- Study material -

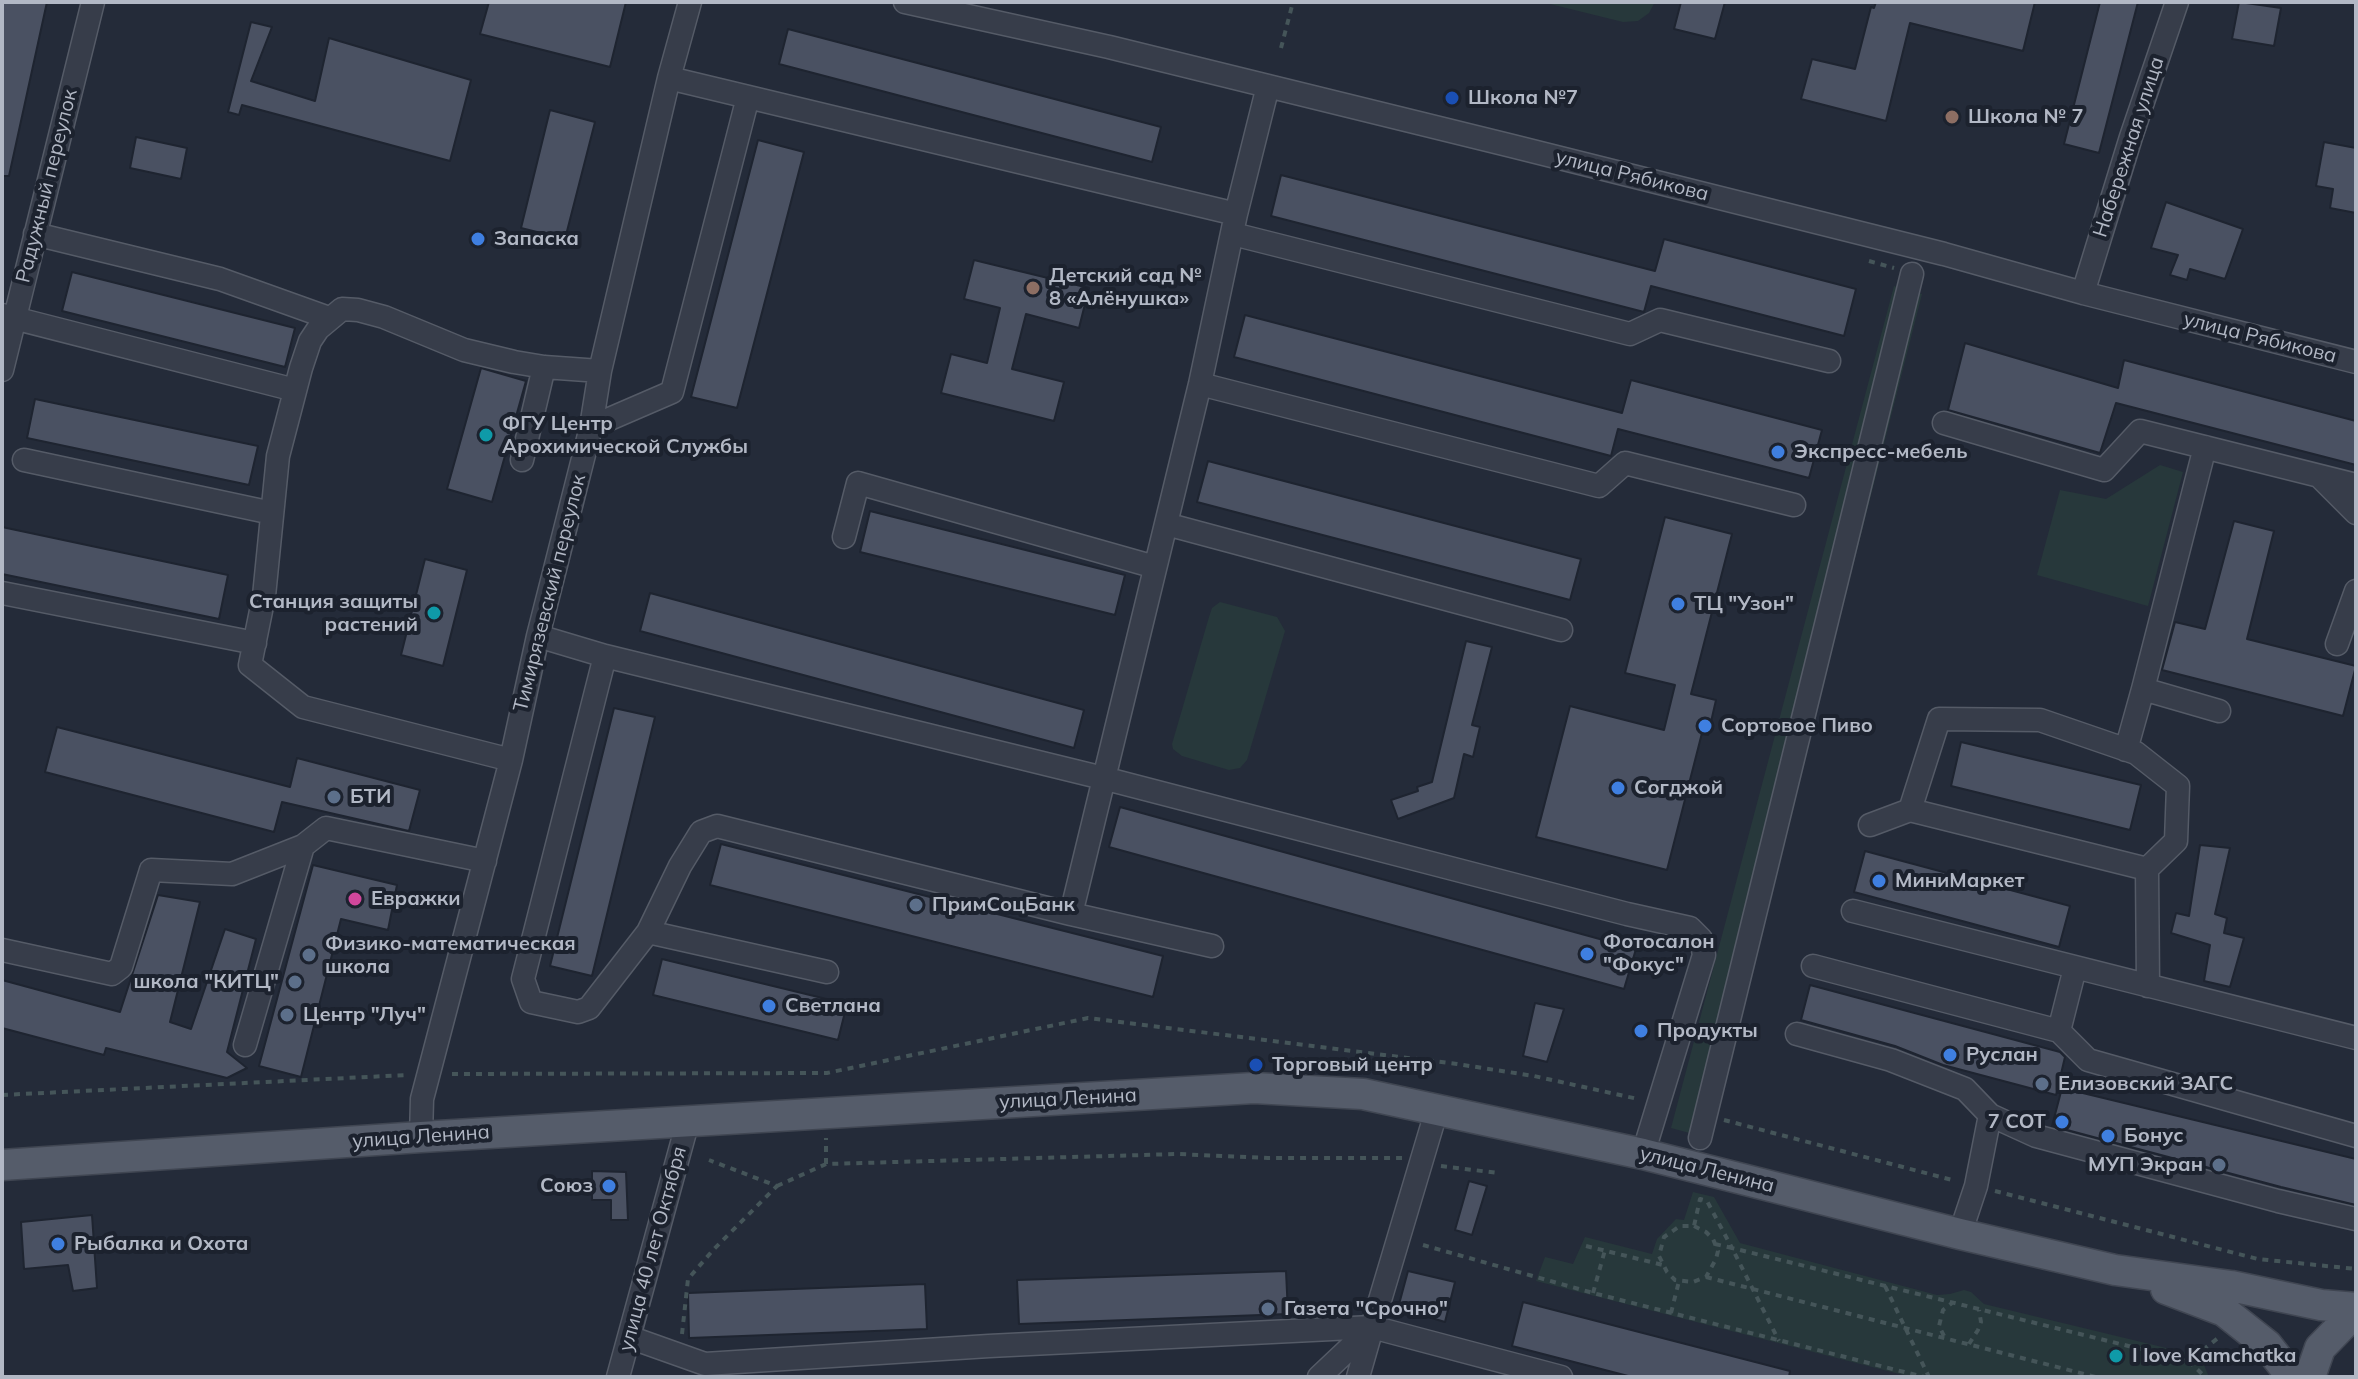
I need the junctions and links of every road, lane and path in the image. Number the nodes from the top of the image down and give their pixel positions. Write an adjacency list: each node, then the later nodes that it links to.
1 (93, 2): 12 (street, Радужный переулок)
2 (690, 2): 8 (street, Тимирязевский переулок)
3 (905, 2): 6 (street, улица Рябикова)
4 (1293, 2): 7 (path)
5 (2177, 2): 14 (street, Набережная улица)
6 (964, 9): 9 (street, улица Рябикова)
7 (1281, 48)
8 (669, 78): 10 (street); 21 (street, Тимирязевский переулок)
9 (1268, 86): 11 (street); 14 (street, улица Рябикова)
10 (748, 97): 11 (street); 25 (street)
11 (1235, 224): 17 (street); 22 (street)
12 (35, 234): 15 (street, Радужный переулок); 16 (street)
13 (1912, 274): 77 (street)
14 (2083, 293): 18 (street, улица Рябикова)
15 (8, 317): 20 (street, Радужный переулок); 23 (street)
16 (329, 318): 19 (street); 23 (street)
17 (1829, 361)
18 (2356, 362)
19 (544, 367): 21 (street); 28 (street)
20 (2, 370)
21 (600, 371): 25 (street, Тимирязевский переулок)
22 (1200, 384): 31 (street); 34 (street)
23 (295, 390): 32 (street)
24 (1944, 423): 26 (street)
25 (591, 427): 40 (street, Тимирязевский переулок)
26 (2205, 447): 29 (street); 44 (street)
27 (24, 460): 32 (street)
28 (522, 460)
29 (2319, 476): 30 (street); 33 (street)
30 (2356, 485)
31 (1794, 505)
32 (272, 513): 41 (street)
33 (2356, 513)
34 (1166, 524): 36 (street); 39 (street)
35 (844, 537): 36 (street)
36 (1155, 567): 48 (street)
37 (2356, 591): 42 (street)
38 (2, 593): 41 (street)
39 (1561, 630)
40 (538, 636): 43 (street); 47 (street, Тимирязевский переулок)
41 (255, 643): 47 (street)
42 (2337, 644)
43 (605, 656): 48 (street); 56 (street)
44 (2143, 689): 45 (street); 46 (street)
45 (2219, 711)
46 (2126, 750): 49 (street); 53 (street)
47 (511, 760): 52 (street, Тимирязевский переулок)
48 (1103, 778): 55 (street); 78 (street)
49 (1910, 810): 50 (street); 53 (street)
50 (1870, 825)
51 (303, 846): 52 (street); 58 (street); 66 (street)
52 (485, 861): 76 (street, Тимирязевский переулок)
53 (2147, 869): 62 (street)
54 (1853, 911): 60 (street)
55 (1071, 914): 56 (street); 57 (street)
56 (648, 932): 61 (street)
57 (1212, 946)
58 (2, 950)
59 (1813, 966): 63 (street)
60 (2075, 968): 62 (street); 63 (street)
61 (827, 972)
62 (2148, 986): 65 (street)
63 (2059, 1031): 75 (street)
64 (1797, 1034): 72 (street)
65 (2356, 1038)
66 (245, 1045)
67 (827, 1073): 69 (path)
68 (416, 1075): 70 (path)
69 (826, 1081)
70 (2, 1095)
71 (1437, 1109): 73 (main road, улица Ленина); 78 (main road, улица Ленина); 81 (street)
72 (1990, 1115): 85 (street); 87 (street)
73 (688, 1121): 76 (main road, улица Ленина); 107 (street, улица 40 лет Октября)
74 (826, 1133): 80 (path)
75 (2356, 1136)
76 (421, 1137): 82 (main road, улица Ленина)
77 (1700, 1138)
78 (1643, 1154): 87 (main road, улица Ленина)
79 (709, 1160): 84 (path)
80 (826, 1164): 81 (path); 84 (path)
81 (1421, 1164): 83 (path); 104 (street)
82 (2, 1165)
83 (1498, 1173)
84 (777, 1186): 111 (path)
85 (2356, 1219)
86 (1694, 1226): 88 (path); 91 (path); 93 (path)
87 (1960, 1234): 94 (main road, улица Ленина)
88 (1715, 1244): 91 (path); 95 (path)
89 (1423, 1245): 99 (path)
90 (1586, 1246): 92 (path)
91 (1732, 1248): 97 (path); 98 (path)
92 (1605, 1250): 93 (path); 99 (path)
93 (1663, 1265): 96 (path)
94 (2115, 1270): 102 (main road, улица Ленина); 120 (main road, улица Ленина)
95 (1706, 1277): 96 (path); 98 (path)
96 (1679, 1281): 103 (path)
97 (1885, 1286): 100 (path); 105 (path)
98 (1752, 1288): 105 (path); 109 (path)
99 (1593, 1293): 103 (path)
100 (1952, 1303): 101 (path); 108 (path)
101 (1978, 1309): 110 (path); 112 (path)
102 (2356, 1309): 121 (main road)
103 (1671, 1313): 109 (path)
104 (1372, 1327): 111 (street); 114 (street); 115 (street); 116 (street)
105 (1905, 1328): 108 (path); 117 (path)
106 (2226, 1332): 112 (path)
107 (629, 1337): 111 (street); 113 (street, улица 40 лет Октября)
108 (1945, 1338): 110 (path)
109 (1779, 1341): 117 (path)
110 (1969, 1344): 118 (path)
111 (679, 1355)
112 (2189, 1361): 119 (path)
113 (618, 1377)
114 (1319, 1377)
115 (1358, 1377)
116 (1561, 1377)
117 (1926, 1377)
118 (2096, 1377)
119 (2205, 1377)
120 (2292, 1377)
121 (2310, 1377)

- Prompt -
Would you count the lines in the data that include the word "Радужный" and reply with only the number?

- Exercise answer -
3